"""

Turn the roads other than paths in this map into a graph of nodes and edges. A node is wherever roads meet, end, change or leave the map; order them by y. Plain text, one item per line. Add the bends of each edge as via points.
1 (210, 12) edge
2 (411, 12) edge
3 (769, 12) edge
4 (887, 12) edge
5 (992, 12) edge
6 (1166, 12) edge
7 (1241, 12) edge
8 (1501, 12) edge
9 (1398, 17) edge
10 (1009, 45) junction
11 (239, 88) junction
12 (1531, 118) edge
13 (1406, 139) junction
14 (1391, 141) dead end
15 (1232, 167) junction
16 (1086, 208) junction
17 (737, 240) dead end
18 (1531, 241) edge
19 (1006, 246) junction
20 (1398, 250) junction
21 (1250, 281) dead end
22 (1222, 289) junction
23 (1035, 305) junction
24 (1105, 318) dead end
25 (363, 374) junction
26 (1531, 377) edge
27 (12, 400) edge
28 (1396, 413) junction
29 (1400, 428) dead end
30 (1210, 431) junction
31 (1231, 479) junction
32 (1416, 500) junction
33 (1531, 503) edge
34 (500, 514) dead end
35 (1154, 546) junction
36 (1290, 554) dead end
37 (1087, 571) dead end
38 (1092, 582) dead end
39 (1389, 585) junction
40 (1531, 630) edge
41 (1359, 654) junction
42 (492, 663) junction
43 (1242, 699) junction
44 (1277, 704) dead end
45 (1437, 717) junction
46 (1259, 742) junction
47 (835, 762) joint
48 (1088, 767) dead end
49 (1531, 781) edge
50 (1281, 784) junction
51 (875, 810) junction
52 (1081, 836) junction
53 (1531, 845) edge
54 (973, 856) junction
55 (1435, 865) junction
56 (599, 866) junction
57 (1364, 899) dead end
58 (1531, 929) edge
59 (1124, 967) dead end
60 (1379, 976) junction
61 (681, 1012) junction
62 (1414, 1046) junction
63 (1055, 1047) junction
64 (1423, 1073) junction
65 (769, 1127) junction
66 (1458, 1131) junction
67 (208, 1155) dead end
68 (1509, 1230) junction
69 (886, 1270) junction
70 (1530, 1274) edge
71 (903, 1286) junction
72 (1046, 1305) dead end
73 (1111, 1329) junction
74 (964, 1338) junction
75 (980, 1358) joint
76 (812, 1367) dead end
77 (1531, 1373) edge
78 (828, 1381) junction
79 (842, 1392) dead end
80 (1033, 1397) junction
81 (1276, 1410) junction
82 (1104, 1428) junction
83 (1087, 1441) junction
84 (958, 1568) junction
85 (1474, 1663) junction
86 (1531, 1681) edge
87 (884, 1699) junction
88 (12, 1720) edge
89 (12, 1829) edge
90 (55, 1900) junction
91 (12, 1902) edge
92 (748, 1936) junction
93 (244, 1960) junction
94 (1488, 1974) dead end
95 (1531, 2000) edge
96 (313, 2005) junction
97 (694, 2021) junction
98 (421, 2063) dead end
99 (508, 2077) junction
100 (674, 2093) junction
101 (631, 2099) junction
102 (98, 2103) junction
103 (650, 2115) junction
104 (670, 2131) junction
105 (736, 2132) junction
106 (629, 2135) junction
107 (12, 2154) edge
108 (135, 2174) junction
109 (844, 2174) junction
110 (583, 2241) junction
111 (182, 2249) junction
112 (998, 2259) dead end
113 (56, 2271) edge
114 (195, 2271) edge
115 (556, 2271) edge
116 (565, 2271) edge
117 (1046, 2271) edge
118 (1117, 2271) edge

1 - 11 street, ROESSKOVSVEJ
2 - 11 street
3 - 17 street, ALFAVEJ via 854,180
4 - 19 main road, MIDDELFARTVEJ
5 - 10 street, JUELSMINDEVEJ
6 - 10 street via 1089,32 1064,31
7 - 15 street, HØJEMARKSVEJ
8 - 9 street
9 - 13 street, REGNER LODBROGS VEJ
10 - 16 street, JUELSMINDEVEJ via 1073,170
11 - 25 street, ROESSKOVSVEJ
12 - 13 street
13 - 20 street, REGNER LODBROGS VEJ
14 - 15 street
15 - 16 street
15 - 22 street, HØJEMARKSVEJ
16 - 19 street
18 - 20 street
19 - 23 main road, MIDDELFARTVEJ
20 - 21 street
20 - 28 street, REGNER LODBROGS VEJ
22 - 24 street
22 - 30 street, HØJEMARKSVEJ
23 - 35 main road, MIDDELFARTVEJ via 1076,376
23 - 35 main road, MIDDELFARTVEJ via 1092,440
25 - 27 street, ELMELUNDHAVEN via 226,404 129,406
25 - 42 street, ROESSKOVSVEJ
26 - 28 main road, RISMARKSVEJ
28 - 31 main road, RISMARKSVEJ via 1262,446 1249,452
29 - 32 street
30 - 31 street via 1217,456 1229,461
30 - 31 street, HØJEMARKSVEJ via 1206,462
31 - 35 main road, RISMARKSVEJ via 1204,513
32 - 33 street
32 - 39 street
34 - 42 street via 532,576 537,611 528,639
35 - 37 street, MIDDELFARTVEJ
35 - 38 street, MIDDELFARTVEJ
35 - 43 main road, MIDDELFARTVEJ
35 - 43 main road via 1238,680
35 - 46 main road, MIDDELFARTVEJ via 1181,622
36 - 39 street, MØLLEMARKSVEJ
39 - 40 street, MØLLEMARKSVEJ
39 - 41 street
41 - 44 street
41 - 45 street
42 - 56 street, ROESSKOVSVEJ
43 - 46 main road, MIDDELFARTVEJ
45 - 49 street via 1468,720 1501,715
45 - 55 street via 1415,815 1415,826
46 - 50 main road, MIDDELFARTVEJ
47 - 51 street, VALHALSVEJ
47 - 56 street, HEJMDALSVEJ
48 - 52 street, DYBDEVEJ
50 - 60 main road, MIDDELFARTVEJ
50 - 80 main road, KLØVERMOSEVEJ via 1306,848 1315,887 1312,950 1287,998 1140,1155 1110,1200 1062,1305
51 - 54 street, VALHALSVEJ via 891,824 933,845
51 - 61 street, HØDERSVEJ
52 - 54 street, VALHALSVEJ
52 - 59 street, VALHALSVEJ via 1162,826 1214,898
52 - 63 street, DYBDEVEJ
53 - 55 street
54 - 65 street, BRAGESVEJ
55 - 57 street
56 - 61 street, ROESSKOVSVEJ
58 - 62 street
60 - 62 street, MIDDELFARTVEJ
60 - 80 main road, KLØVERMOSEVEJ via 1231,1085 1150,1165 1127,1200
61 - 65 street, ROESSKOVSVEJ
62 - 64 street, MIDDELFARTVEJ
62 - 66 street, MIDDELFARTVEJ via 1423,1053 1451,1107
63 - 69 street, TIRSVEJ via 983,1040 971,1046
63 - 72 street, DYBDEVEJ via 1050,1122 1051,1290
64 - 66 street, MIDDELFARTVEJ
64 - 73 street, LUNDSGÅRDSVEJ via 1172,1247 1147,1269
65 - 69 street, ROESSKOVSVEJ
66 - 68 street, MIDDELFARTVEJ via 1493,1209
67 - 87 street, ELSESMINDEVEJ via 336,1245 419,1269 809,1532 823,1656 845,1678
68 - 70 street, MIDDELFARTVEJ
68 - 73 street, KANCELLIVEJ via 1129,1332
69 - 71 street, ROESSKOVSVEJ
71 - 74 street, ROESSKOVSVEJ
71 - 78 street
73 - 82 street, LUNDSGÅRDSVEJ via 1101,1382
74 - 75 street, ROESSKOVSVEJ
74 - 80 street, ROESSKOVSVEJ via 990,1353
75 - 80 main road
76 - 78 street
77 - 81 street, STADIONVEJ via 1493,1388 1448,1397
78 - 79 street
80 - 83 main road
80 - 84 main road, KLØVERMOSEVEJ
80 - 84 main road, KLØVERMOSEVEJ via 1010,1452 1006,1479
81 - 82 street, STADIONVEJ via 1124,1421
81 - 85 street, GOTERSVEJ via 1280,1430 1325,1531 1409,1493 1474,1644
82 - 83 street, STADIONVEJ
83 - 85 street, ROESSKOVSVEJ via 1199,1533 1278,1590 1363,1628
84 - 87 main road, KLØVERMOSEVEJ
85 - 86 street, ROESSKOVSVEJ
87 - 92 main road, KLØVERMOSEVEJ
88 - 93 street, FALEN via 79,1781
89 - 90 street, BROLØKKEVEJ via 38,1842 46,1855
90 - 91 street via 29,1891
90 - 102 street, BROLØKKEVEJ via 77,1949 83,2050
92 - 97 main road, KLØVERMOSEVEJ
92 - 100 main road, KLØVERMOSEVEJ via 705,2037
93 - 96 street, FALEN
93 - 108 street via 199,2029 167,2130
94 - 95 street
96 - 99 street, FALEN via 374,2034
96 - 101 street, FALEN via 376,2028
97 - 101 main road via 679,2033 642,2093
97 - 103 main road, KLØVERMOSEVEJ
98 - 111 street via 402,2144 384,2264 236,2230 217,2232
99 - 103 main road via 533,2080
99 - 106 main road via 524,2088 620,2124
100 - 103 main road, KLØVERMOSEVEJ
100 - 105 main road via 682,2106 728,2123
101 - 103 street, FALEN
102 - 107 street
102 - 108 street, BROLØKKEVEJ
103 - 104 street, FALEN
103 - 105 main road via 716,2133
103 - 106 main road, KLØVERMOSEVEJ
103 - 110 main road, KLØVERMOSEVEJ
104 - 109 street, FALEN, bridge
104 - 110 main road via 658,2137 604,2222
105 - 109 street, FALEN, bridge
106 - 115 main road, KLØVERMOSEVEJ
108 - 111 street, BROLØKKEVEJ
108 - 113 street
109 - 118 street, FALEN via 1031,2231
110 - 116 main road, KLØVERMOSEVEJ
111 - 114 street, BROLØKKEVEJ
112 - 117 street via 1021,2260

"""

» **EXERCISE DETAILS**
Find the string "HØJEMARKSVEJ" in the material above. Then copy each line that has it.

» **RESULT FOR THIS EXERCISE**
7 - 15 street, HØJEMARKSVEJ
15 - 22 street, HØJEMARKSVEJ
22 - 30 street, HØJEMARKSVEJ
30 - 31 street, HØJEMARKSVEJ via 1206,462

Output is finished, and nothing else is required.